「高校生平和大使」静岡代表 焼津市の女子生徒が活動報告

若い世代の立場から核兵器の廃絶を訴える「高校生平和大使」の静岡県の代表として活動した焼津市の女子生徒が28日会見を開き、スイスにある国連のヨーロッパ本部を訪問したことなどを報告しました。

28日は「高校生平和大使」の静岡県の代表に選ばれた、焼津市在住で静岡雙葉高校1年生の中野愛子さんなどが県庁で会見を開き、今年度の活動を報告しました。
中野さんは去年8月、全国から平和大使に選ばれた生徒たちとともにスイスのジュネーブにある国連のヨーロッパ本部を訪問し、新型コロナの影響で提出できなかった分も含めて、核兵器の廃絶を求める約62万人分の署名を提出したということです。
また、訪問のなかで中野さんは、アメリカが行った水爆実験で被ばくした焼津市のマグロ漁船「第五福竜丸」についてスピーチし、元乗組員の久保山愛吉さんが残した「原水爆の犠牲者は私を最後にしてほしい」ということばを紹介したということです。
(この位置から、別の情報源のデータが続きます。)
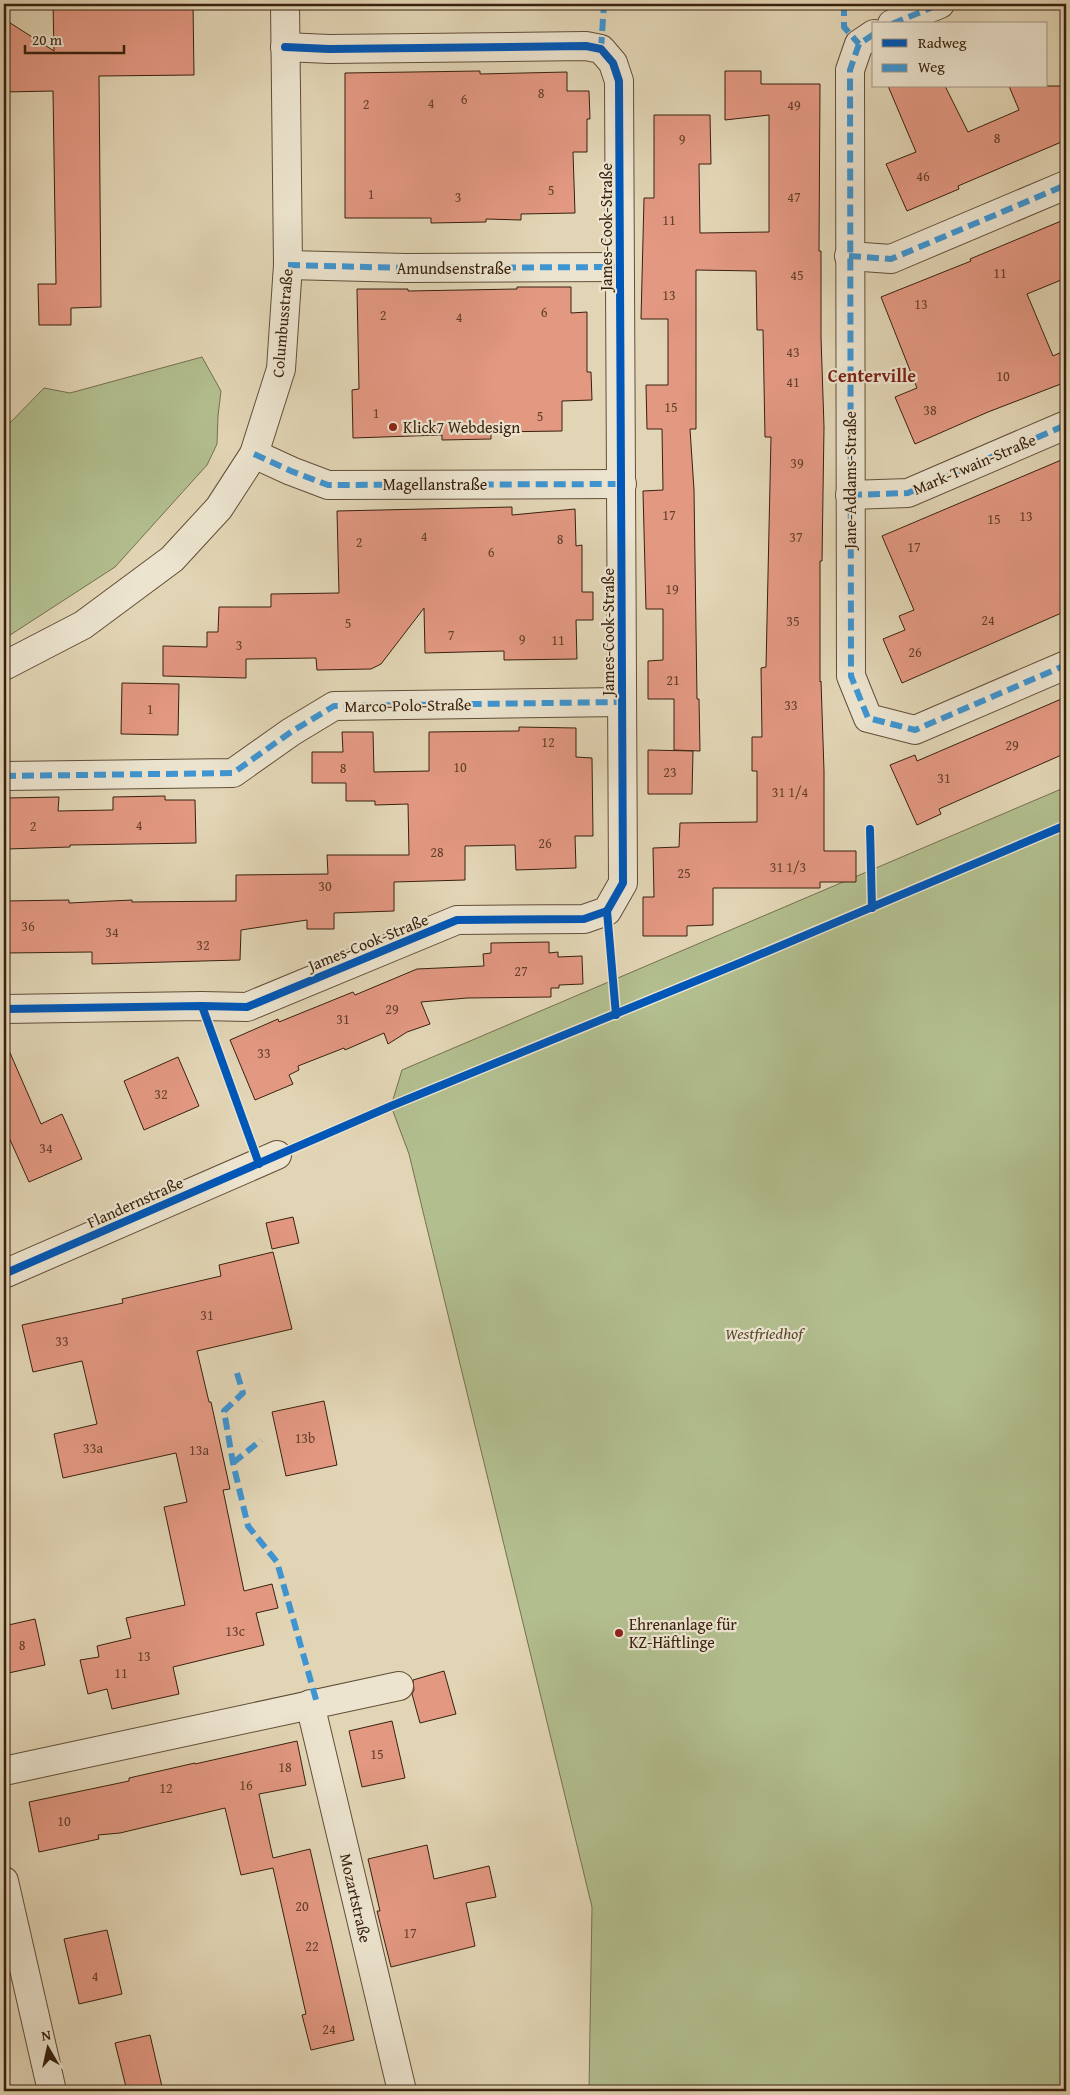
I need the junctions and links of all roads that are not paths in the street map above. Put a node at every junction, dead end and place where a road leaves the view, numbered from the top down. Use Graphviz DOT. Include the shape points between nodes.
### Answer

中野さんは「4年ぶりに国連の本部を訪れて交流することができたので、来年度以降の活動にもつながると思う。平和のバトンを途切れさせることなく活動にまい進したい」と述べました。
また、「第五福竜丸」の被ばくから3月1日で70年となったことについては、「元乗組員たちが風評被害などで苦しんでいた過去をしっかりと学び、平和な世界をつくるために行動を起こす必要がある」と話していました。